(DATA FOR REVIEW)
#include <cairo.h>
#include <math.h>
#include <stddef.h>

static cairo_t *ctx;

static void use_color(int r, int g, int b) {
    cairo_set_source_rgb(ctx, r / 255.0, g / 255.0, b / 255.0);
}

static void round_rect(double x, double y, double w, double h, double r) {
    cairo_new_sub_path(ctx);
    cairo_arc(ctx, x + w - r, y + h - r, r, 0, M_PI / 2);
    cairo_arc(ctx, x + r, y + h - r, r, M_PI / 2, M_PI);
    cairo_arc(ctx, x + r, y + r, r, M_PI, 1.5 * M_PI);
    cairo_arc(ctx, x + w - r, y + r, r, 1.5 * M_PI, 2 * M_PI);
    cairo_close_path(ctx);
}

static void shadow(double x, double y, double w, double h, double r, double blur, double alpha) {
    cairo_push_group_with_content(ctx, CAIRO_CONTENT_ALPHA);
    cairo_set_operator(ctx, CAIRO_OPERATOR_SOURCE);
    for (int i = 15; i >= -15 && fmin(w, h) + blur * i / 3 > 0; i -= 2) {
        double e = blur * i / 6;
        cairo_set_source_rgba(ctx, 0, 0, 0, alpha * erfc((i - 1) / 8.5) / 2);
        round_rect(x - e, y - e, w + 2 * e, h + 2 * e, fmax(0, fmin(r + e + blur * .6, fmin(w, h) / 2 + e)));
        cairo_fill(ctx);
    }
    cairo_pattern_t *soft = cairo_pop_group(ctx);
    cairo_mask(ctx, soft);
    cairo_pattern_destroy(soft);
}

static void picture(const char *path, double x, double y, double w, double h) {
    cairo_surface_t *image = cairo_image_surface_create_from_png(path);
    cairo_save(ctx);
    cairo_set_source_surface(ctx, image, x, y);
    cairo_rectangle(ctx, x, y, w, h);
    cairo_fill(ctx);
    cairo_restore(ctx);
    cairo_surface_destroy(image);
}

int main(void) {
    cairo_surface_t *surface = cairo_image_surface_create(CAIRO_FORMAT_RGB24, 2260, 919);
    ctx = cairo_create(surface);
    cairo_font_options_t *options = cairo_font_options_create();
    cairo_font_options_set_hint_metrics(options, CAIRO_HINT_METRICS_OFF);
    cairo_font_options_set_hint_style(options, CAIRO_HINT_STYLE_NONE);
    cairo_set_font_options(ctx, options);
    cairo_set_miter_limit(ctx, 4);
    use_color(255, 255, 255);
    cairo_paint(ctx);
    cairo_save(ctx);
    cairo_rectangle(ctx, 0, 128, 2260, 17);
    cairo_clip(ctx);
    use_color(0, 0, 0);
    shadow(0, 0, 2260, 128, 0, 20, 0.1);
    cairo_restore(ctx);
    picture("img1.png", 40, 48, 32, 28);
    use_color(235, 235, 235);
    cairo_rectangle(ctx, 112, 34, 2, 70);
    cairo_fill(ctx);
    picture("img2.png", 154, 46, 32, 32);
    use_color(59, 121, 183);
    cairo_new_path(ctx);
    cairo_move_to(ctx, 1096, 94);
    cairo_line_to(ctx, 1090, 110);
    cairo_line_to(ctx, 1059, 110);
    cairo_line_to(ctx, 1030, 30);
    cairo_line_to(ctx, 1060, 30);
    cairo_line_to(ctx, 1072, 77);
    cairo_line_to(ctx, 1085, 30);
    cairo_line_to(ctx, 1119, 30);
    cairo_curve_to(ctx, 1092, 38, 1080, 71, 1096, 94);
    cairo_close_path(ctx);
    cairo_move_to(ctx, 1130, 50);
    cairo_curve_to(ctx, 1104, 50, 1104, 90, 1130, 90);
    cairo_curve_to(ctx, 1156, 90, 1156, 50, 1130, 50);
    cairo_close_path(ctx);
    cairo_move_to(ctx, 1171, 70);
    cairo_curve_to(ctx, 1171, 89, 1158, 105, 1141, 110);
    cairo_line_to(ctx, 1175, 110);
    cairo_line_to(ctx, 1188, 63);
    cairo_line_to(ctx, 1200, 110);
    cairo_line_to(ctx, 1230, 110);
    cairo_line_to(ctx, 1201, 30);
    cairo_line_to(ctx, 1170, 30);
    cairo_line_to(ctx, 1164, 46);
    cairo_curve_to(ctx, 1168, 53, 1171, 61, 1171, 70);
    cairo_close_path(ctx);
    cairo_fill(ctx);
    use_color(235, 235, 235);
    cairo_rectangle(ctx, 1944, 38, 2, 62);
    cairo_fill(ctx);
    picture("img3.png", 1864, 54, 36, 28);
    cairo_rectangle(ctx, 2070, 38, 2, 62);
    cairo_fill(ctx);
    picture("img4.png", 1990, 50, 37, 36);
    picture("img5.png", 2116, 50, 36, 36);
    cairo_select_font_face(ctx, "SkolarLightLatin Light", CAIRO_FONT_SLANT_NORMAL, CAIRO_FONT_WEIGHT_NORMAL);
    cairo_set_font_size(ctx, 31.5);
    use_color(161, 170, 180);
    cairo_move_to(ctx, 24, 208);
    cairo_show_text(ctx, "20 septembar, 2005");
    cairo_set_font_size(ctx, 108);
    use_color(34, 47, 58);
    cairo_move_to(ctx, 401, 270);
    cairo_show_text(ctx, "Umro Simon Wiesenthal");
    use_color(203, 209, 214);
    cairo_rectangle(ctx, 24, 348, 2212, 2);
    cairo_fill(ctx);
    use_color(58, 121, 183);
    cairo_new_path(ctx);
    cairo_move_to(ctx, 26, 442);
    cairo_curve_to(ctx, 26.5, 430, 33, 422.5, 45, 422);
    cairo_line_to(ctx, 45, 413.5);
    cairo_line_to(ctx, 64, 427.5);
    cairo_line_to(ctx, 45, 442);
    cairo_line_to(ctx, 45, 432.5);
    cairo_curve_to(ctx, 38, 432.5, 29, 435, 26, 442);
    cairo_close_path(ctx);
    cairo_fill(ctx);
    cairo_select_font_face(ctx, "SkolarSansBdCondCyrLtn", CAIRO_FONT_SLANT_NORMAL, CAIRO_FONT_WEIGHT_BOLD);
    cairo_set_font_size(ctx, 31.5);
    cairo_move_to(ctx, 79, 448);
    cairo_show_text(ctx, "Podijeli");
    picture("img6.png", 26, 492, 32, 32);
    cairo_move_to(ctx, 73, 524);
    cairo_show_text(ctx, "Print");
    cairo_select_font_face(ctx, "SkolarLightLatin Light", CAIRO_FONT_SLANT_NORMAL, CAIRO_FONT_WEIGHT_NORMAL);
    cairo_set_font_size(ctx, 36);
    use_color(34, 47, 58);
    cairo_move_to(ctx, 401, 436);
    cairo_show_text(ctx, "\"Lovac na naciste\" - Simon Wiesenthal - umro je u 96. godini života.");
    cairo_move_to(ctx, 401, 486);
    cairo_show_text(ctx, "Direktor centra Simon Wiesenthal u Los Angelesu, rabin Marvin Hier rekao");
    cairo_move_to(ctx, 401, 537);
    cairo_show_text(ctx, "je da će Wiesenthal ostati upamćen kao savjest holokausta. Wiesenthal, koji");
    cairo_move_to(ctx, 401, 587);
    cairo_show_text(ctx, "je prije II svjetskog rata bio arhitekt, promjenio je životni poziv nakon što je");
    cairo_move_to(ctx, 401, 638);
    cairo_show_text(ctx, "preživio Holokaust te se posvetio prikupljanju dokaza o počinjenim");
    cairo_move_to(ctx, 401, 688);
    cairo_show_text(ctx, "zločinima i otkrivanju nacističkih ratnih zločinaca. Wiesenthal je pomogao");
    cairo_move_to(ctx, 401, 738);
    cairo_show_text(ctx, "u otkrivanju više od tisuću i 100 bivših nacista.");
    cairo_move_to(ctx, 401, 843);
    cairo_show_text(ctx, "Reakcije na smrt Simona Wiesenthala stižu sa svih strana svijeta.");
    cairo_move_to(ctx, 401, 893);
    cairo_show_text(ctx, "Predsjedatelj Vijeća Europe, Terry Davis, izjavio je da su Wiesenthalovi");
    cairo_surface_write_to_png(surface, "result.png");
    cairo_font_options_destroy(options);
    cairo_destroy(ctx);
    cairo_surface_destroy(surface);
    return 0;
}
(End DATA FOR REVIEW)
## TASK:
Of the entries above, repeat exactly the lines between the line with "#include <stddef.h>" and the line with "cairo_new_sub_path(ctx);", inclusive, and no others.

## ANSWER AREA:
#include <stddef.h>

static cairo_t *ctx;

static void use_color(int r, int g, int b) {
    cairo_set_source_rgb(ctx, r / 255.0, g / 255.0, b / 255.0);
}

static void round_rect(double x, double y, double w, double h, double r) {
    cairo_new_sub_path(ctx);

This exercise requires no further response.